** Opening Information shown block **

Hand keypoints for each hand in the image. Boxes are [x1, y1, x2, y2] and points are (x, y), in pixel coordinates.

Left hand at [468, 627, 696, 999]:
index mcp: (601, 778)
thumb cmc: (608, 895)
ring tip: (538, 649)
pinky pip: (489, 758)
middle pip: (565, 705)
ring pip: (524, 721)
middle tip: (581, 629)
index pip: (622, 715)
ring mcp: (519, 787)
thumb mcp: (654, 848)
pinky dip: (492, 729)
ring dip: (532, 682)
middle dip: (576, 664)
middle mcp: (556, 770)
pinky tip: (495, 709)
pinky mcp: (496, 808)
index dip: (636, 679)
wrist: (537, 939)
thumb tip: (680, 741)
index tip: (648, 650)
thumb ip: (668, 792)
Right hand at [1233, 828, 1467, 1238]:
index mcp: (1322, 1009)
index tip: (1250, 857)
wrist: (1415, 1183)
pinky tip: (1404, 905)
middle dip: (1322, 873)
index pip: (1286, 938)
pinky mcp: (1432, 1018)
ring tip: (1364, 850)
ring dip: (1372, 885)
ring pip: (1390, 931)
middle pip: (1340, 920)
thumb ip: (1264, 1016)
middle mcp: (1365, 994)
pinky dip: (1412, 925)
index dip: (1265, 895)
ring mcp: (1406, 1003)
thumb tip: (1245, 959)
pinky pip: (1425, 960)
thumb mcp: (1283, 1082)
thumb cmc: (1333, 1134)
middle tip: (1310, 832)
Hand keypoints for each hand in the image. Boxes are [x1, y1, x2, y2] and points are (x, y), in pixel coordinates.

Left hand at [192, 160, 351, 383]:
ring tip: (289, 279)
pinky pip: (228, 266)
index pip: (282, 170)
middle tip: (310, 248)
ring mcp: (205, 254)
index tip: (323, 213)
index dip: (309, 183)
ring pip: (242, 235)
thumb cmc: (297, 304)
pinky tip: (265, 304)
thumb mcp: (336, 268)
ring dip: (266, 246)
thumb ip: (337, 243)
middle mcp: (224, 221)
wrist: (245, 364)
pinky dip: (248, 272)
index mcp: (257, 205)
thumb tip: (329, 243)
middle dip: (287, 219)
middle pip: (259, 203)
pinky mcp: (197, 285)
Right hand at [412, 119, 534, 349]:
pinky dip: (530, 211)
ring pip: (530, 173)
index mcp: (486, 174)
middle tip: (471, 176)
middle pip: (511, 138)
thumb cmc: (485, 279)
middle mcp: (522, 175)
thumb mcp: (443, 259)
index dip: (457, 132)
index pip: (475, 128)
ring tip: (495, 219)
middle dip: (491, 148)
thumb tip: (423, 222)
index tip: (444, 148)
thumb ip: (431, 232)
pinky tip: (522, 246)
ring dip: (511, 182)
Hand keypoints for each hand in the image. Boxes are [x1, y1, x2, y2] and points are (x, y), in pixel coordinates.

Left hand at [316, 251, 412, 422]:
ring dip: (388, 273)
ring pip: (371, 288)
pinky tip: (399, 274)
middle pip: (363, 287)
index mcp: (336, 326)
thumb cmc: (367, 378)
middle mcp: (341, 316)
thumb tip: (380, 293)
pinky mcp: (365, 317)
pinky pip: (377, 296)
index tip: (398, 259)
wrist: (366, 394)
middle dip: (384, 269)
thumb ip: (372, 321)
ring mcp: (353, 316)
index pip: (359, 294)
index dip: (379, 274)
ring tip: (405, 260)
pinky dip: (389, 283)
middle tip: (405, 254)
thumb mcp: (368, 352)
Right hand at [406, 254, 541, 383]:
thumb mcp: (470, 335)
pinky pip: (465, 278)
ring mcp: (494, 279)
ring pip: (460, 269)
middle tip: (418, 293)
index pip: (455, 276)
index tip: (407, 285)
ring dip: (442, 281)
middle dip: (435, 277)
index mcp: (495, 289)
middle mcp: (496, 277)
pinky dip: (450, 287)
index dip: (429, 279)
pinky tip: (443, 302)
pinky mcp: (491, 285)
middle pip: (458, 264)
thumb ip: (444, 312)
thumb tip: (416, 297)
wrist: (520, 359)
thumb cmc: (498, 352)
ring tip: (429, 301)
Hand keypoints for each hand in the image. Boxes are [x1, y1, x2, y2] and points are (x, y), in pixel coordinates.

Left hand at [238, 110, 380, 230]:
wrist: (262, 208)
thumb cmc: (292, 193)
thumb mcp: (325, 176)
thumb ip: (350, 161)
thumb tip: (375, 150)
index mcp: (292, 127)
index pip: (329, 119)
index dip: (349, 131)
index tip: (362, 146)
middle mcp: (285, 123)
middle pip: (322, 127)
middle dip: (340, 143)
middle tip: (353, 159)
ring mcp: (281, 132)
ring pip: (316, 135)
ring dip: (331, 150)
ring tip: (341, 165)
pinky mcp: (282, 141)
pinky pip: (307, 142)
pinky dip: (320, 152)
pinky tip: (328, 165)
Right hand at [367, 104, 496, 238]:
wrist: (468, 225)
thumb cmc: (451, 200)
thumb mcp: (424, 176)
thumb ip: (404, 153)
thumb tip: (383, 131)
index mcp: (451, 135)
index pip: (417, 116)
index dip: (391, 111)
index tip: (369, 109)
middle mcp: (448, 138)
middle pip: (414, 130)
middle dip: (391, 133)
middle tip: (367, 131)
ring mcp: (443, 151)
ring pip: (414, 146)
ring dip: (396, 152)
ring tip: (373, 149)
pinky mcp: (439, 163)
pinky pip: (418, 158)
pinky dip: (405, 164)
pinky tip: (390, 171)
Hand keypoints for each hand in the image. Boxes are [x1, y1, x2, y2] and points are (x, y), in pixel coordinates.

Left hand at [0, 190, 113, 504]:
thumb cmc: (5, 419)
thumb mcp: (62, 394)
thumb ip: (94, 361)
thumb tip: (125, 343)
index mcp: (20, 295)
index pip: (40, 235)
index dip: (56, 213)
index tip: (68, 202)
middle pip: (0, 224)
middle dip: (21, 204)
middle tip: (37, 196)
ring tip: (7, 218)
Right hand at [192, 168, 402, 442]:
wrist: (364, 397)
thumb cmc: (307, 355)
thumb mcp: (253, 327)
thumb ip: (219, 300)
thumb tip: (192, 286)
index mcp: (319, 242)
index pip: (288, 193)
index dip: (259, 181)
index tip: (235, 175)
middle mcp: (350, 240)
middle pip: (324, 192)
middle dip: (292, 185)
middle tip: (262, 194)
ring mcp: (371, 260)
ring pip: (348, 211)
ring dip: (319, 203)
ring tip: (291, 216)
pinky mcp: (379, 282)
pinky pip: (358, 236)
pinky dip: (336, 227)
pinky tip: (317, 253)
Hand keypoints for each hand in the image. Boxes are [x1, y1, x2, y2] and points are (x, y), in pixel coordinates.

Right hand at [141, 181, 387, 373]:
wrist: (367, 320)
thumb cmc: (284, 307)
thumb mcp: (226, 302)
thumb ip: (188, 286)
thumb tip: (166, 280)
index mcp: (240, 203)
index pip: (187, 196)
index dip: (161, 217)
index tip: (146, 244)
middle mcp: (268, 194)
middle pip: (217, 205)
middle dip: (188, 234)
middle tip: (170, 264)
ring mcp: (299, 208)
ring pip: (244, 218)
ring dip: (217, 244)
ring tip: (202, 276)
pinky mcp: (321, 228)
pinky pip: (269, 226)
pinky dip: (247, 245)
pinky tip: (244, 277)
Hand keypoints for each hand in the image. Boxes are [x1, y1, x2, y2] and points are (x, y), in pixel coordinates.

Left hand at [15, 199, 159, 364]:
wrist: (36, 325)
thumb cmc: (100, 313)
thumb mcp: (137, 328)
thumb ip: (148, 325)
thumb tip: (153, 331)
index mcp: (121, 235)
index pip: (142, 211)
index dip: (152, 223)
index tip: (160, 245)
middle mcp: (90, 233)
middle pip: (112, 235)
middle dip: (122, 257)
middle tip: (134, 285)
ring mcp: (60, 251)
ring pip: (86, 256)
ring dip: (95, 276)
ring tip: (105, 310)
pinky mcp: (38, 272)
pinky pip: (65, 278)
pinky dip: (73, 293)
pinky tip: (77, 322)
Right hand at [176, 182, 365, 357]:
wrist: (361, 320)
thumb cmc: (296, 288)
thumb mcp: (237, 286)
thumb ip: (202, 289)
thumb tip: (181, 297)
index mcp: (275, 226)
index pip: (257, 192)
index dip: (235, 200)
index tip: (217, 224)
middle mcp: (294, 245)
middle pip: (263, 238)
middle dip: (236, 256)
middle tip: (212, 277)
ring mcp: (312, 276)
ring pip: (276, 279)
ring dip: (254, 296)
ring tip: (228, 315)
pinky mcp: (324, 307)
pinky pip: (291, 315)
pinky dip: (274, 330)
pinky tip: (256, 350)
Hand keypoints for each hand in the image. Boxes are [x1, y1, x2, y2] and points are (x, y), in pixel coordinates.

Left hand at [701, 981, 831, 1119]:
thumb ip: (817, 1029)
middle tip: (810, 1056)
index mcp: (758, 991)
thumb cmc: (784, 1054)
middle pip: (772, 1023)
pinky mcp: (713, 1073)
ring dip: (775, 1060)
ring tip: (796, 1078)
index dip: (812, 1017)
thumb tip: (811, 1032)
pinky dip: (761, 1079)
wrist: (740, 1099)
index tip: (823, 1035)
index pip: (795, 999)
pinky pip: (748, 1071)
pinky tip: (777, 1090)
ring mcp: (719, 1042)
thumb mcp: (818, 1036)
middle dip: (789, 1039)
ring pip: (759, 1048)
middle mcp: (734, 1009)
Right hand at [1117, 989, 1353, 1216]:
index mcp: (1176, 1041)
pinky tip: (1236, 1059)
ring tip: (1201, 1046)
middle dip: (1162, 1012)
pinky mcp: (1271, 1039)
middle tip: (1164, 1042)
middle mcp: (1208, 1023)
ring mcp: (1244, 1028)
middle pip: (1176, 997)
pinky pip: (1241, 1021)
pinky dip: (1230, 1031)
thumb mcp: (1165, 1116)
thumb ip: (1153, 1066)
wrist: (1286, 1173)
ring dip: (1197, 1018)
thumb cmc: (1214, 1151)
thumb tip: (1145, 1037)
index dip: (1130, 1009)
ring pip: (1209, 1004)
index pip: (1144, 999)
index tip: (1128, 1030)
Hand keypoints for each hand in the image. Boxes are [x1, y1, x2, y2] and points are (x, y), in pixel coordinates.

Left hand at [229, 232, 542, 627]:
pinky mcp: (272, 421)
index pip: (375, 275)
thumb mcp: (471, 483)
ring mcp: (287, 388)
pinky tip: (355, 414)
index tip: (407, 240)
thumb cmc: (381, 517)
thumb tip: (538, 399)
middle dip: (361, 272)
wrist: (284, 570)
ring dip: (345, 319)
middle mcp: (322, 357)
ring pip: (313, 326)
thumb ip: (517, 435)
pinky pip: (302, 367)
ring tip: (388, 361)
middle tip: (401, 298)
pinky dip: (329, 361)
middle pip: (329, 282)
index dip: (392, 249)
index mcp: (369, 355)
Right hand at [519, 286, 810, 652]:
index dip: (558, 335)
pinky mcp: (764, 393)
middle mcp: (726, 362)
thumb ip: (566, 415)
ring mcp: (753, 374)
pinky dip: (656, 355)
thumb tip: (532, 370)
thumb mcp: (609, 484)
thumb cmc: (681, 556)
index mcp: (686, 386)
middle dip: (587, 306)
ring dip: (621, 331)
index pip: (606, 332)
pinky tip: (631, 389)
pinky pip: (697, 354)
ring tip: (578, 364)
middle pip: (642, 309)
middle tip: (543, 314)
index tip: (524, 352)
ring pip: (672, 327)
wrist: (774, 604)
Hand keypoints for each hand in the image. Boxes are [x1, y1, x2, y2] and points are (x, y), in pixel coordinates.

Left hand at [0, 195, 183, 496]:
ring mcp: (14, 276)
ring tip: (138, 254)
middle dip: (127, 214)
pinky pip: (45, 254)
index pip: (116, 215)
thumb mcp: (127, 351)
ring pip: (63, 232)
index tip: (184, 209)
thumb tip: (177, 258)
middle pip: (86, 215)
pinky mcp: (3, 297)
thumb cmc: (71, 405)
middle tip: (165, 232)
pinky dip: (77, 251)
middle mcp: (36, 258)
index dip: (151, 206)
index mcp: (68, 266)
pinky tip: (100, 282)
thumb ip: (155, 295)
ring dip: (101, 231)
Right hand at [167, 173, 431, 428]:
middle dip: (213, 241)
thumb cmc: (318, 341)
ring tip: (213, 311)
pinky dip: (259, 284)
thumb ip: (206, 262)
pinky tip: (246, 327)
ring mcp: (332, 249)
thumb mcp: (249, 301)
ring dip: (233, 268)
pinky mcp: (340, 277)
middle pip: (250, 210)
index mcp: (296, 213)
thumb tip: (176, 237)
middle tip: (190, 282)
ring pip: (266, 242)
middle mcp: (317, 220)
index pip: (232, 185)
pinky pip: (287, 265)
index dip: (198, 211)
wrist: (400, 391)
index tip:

** Closing Information shown block **

Exercise directions ->
Your answer should be the lines of the listing above between the line holding "index tip: (823, 1035)" and the line holding "index tip: (407, 240)", inclusive, restated word for word and alone.

The answer ->
index tip: (823, 1035)
index pip: (795, 999)
pinky pip: (748, 1071)
pinky tip: (777, 1090)
ring mcp: (719, 1042)
thumb mcp: (818, 1036)
middle dip: (789, 1039)
ring pip: (759, 1048)
middle mcp: (734, 1009)
Right hand at [1117, 989, 1353, 1216]:
index mcp: (1176, 1041)
pinky tip: (1236, 1059)
ring tip: (1201, 1046)
middle dip: (1162, 1012)
pinky mcp: (1271, 1039)
middle tip: (1164, 1042)
middle mcp: (1208, 1023)
ring mcp: (1244, 1028)
middle pip: (1176, 997)
pinky pip: (1241, 1021)
pinky dip: (1230, 1031)
thumb mcp: (1165, 1116)
thumb ip: (1153, 1066)
wrist: (1286, 1173)
ring dip: (1197, 1018)
thumb cmc: (1214, 1151)
thumb tip: (1145, 1037)
index dip: (1130, 1009)
ring pip: (1209, 1004)
index pip: (1144, 999)
index tip: (1128, 1030)
Hand keypoints for each hand in the image. Boxes are [x1, y1, x2, y2] and points are (x, y), in pixel coordinates.

Left hand at [229, 232, 542, 627]:
pinky mcp: (272, 421)
index pip: (375, 275)
thumb mcp: (471, 483)
ring mcp: (287, 388)
pinky tip: (355, 414)
index tip: (407, 240)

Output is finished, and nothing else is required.